Python cartesian product of n lists with n unknown at coding time

Tags:

python

Question

what is the best way to generate a cartesian product of some lists, not knowing in advance how many lists there are?

You can stop reading here if you like.

Background

I don't have money for school so I am trying to teach myself some programming using the Internet whilst working night shifts at a highway tollbooth. I have decided to try to solve some "programming challenge" problems as an exercise.

Programming assignment

Here's the problem I am trying to tackle, property of TopCoder:

http://community.topcoder.com/stat?c=problem_statement&pm=3496

I will not copy and paste the full description to respect their copyright notice but I am assuming I can summarise it, provided I don't use pieces of it verbatim (IANAL though).

Summary

If a "weighted sum" of historical stock prices is the sum of addenda obtained by multiplying a subset of these prices by an equal number of "weighting" factors, provided the latter add up to 1.0 and are chosen from the given set of valid values [-1.0, -0.9, ..., 0.9, 1.0], use this formula on all historical data supplied as an argument to your function, examining 5 prices at a time, predicting the next price and returning the permutation of "weighting factors" that yields the lowest average prediction error. There will be at least 6 stock prices in each run so at least one prediction is guaranteed, final results should be accurate within 1E-9.

Test data

Format:

One row for input data, in list format
One row for the expected result
One empty row as a spacer

Download from:

http://paste.ubuntu.com/1229857/

My solution

import itertools

# For a permutation of factors to be used in a weighted sum, it should be chosen
# such than the sum of all factors is 1.
WEIGHTED_SUM_TOTAL = 1.0
FACTORS_CAN_BE_USED_IN_WEIGHTED_SUM = lambda x: sum(x) == WEIGHTED_SUM_TOTAL

# Historical stock price data should be examined using a sliding window of width
# 5 when making predictions about the next price.
N_RECENT_PRICES = 5

# Valid values for weighting factors are: [-1.0, -0.9, ..., 0.9, 1.0]
VALID_WEIGHTS = [x / 10. for x in range(-10, 11)]

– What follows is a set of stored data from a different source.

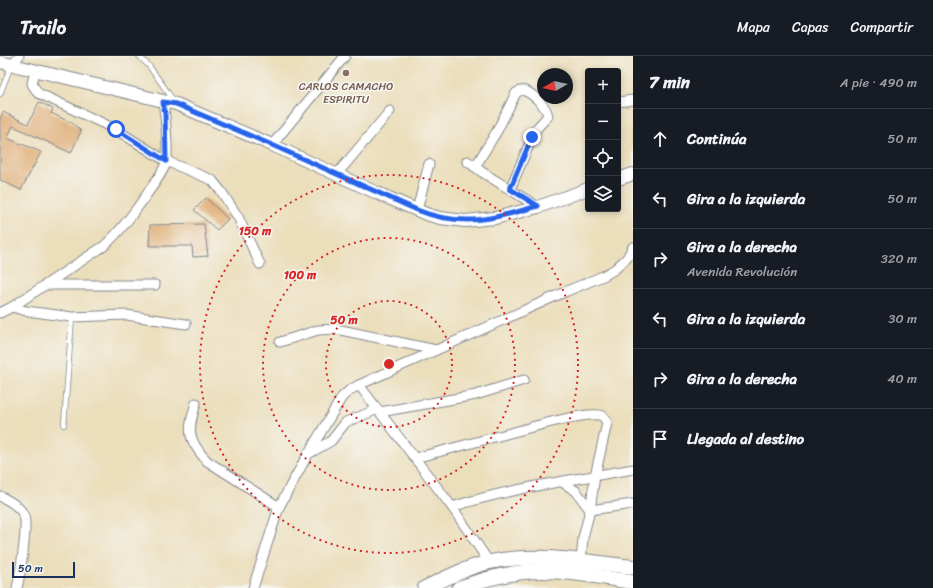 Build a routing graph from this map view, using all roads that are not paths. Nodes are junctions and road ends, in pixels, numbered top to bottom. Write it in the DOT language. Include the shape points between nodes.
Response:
graph roads {
  1 [pos="139,56"];
  2 [pos="345,56"];
  3 [pos="10,61"];
  4 [pos="35,70"];
  5 [pos="0,94"];
  6 [pos="633,100"];
  7 [pos="163,102"];
  8 [pos="621,102"];
  9 [pos="176,104"];
  10 [pos="390,111"];
  11 [pos="272,145"];
  12 [pos="166,161"];
  13 [pos="467,161"];
  14 [pos="429,164"];
  15 [pos="475,167"];
  16 [pos="337,174"];
  17 [pos="633,174"];
  18 [pos="621,178"];
  19 [pos="510,189"];
  20 [pos="585,190"];
  21 [pos="538,206"];
  22 [pos="417,210"];
  23 [pos="633,247"];
  24 [pos="260,264"];
  25 [pos="46,285"];
  26 [pos="155,285"];
  27 [pos="12,307"];
  28 [pos="0,313"];
  29 [pos="72,317"];
  30 [pos="186,324"];
  31 [pos="280,342"];
  32 [pos="436,350"];
  33 [pos="524,380"];
  34 [pos="359,385"];
  35 [pos="196,403"];
  36 [pos="379,411"];
  37 [pos="64,425"];
  38 [pos="308,454"];
  39 [pos="415,458"];
  40 [pos="633,469"];
  41 [pos="595,476"];
  42 [pos="562,482"];
  43 [pos="0,496"];
  44 [pos="633,504"];
  45 [pos="279,507"];
  46 [pos="452,507"];
  47 [pos="590,510"];
  48 [pos="581,561"];
  49 [pos="489,562"];
  50 [pos="633,568"];
  51 [pos="633,582"];
  52 [pos="17,588"];
  53 [pos="253,588"];
  54 [pos="425,588"];
  55 [pos="459,588"];
  1 -- 9 [label="lane"];
  2 -- 11 [label="street"];
  3 -- 4 [label="street"];
  3 -- 5 [label="lane"];
  4 -- 7 [label="street"];
  4 -- 12 [label="street" via="32,84 38,92 116,129"];
  6 -- 8 [label="street"];
  7 -- 9 [label="street"];
  7 -- 12 [label="street"];
  9 -- 11 [label="street"];
  10 -- 16 [label="street"];
  11 -- 16 [label="street"];
  12 -- 24 [label="street" via="212,180 218,186 238,217"];
  12 -- 25 [label="street" via="162,172 116,236"];
  13 -- 15 [label="street"];
  14 -- 22 [label="street"];
  15 -- 19 [label="street"];
  15 -- 19 [label="street" via="498,131 516,93 525,91 540,102 547,110 548,116 536,129"];
  16 -- 22 [label="street"];
  17 -- 18 [label="street"];
  19 -- 21 [label="street"];
  20 -- 21 [label="street"];
  21 -- 22 [label="street" via="495,218 466,221 440,218"];
  23 -- 32 [label="street" via="627,258 603,276"];
  25 -- 26 [label="street"];
  25 -- 27 [label="street"];
  27 -- 28 [label="street"];
  27 -- 29 [label="street"];
  29 -- 30 [label="street" via="126,315"];
  29 -- 37 [label="lane"];
  31 -- 32 [label="street" via="318,330 336,329"];
  32 -- 34 [label="street"];
  33 -- 36 [label="street" via="476,395"];
  34 -- 36 [label="street"];
  34 -- 38 [label="street" via="342,397"];
  35 -- 45 [label="street" via="189,426 190,436 199,453 207,461"];
  36 -- 38 [label="street" via="349,420 328,444"];
  36 -- 39 [label="street"];
  38 -- 45 [label="street"];
  39 -- 41 [label="street" via="578,416 600,414 606,423"];
  39 -- 46 [label="street"];
  40 -- 41 [label="street"];
  41 -- 42 [label="street"];
  41 -- 47 [label="street"];
  42 -- 46 [label="street"];
  42 -- 47 [label="street" via="576,491"];
  43 -- 52 [label="street" via="13,503 24,516 25,531"];
  44 -- 47 [label="street"];
  45 -- 53 [label="street"];
  46 -- 49 [label="street"];
  47 -- 48 [label="street" via="583,538"];
  48 -- 49 [label="main road" via="518,558"];
  48 -- 50 [label="main road"];
  49 -- 54 [label="main road"];
  51 -- 55 [label="main road" via="543,571 507,575"];
} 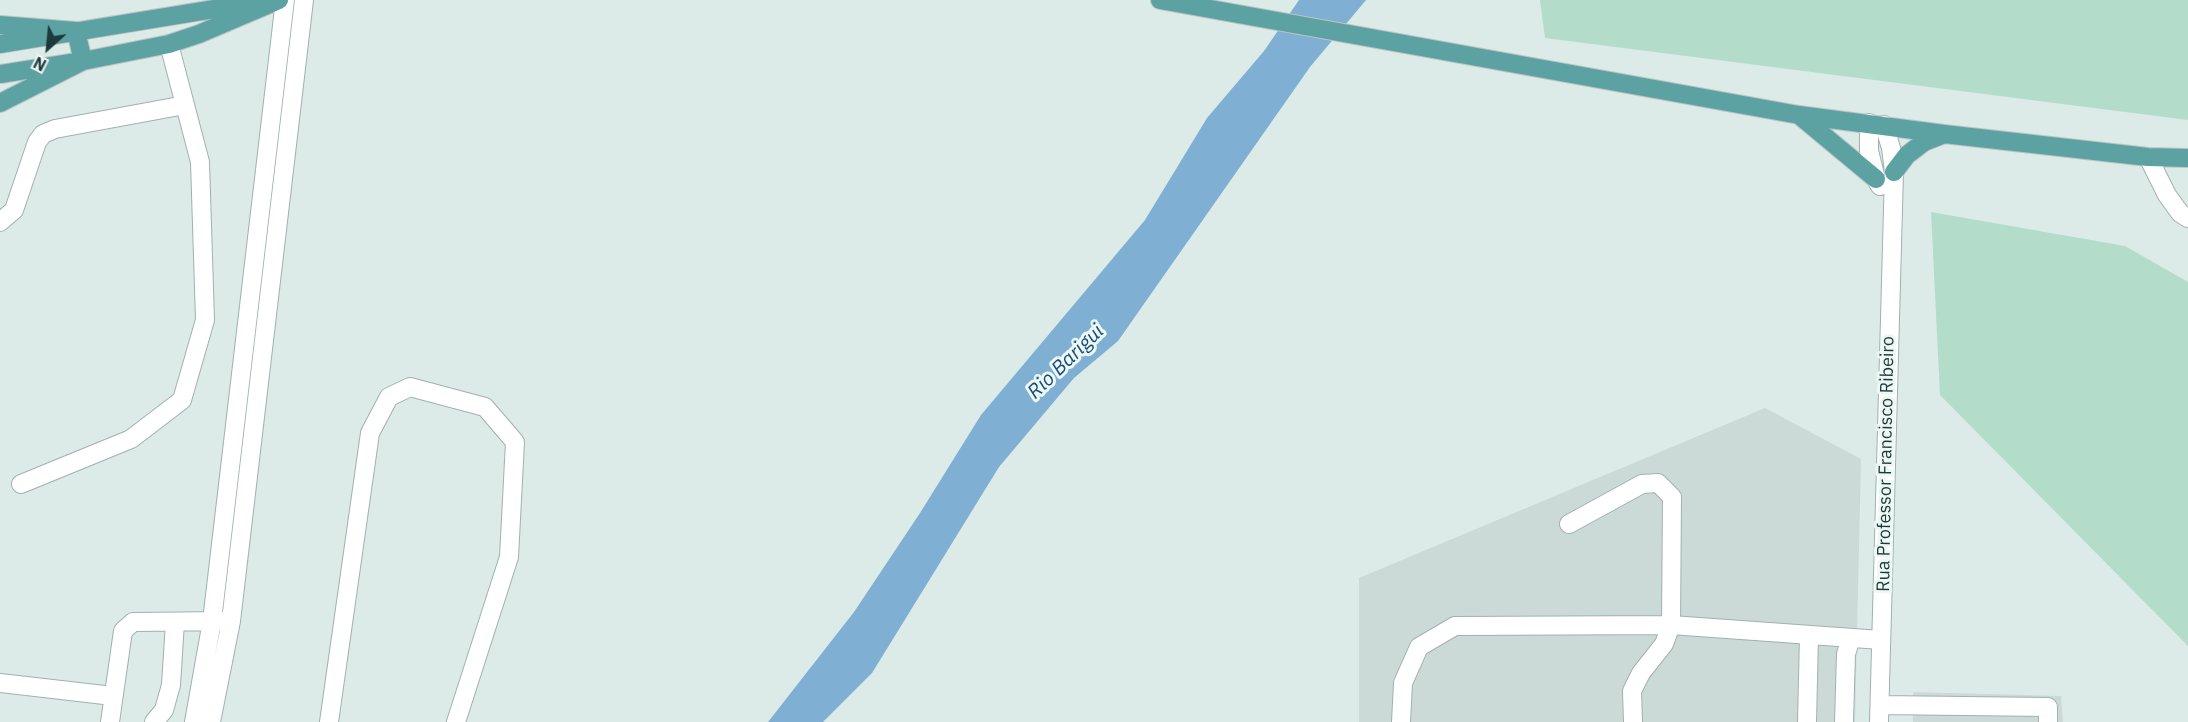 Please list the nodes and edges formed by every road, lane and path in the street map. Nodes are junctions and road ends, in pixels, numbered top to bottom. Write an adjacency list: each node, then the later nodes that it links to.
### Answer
1 (268, 0): 7 (main road)
2 (279, 0): 9 (main road)
3 (285, 0): 26 (street)
4 (304, 0): 27 (street)
5 (1160, 0): 14 (main road)
6 (0, 25): 7 (main road)
7 (76, 31): 8 (main road); 10 (main road)
8 (0, 44)
9 (169, 44): 10 (main road); 13 (street)
10 (83, 61): 11 (main road); 12 (main road)
11 (0, 74)
12 (0, 103)
13 (185, 105): 23 (street); 24 (street)
14 (1799, 115): 15 (main road); 20 (main road)
15 (1877, 124): 16 (main road); 19 (street, Rua Professor Francisco Ribeiro); 20 (street)
16 (1944, 134): 17 (main road); 19 (main road)
17 (2148, 157): 18 (main road); 22 (street)
18 (2188, 158)
19 (1894, 172): 21 (street, Rua Professor Francisco Ribeiro)
20 (1876, 179): 21 (street)
21 (1892, 206): 32 (street, Rua Professor Francisco Ribeiro)
22 (2188, 218)
23 (0, 222)
24 (21, 484)
25 (1569, 524): 29 (street)
26 (212, 621): 27 (street); 28 (street); 38 (street)
27 (231, 621): 39 (street)
28 (175, 622): 34 (street); 37 (street)
29 (1671, 625): 30 (street); 42 (street); 43 (street)
30 (1809, 636): 31 (street); 44 (street)
31 (1851, 638): 32 (street); 45 (street)
32 (1881, 640): 35 (street, Rua Professor Francisco Ribeiro)
33 (0, 683): 34 (street)
34 (113, 696): 36 (street)
35 (1879, 714): 46 (street)
36 (110, 722)
37 (153, 722)
38 (194, 722)
39 (211, 722)
40 (329, 722): 41 (street)
41 (456, 722)
42 (1401, 722)
43 (1633, 722)
44 (1807, 722)
45 (1844, 722)
46 (2048, 722)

# A pre-calculated list of valid weightings to consider. This is the cartesiant
# product of the set of valid weigths considering only the combinations which
# are valid as components of a weighted sum.
CARTESIAN_PRODUCT_FACTORS = [VALID_WEIGHTS] * N_RECENT_PRICES
ALL_PERMUTATIONS_OF_WEIGHTS = itertools.product(*CARTESIAN_PRODUCT_FACTORS)
WEIGHTED_SUM_WEIGHTS = filter(FACTORS_CAN_BE_USED_IN_WEIGHTED_SUM,
                              ALL_PERMUTATIONS_OF_WEIGHTS)

# Generator function to get sliding windows of a given width from a data set
def sliding_windows(data, window_width):

  for i in range(len(data) - window_width):
    yield data[i:i + window_width], data[i + window_width]

def avg_error(data):

  # The supplied data will guarantee at least one iteration
  n_iterations = len(data) - 5

  best_average_error = None

  # Consider each valid weighting (e.g. permutation of weights)
  for weighting in WEIGHTED_SUM_WEIGHTS:

    # Keep track of the prediction errors for this weighting
    errors_for_this_weighting = []

    for historical_data, next_to_predict in sliding_windows(data,
                                                            N_RECENT_PRICES):

      prediction = sum([a * b for a, b in zip(weighting, historical_data)])
      errors_for_this_weighting.append(abs(next_to_predict - prediction))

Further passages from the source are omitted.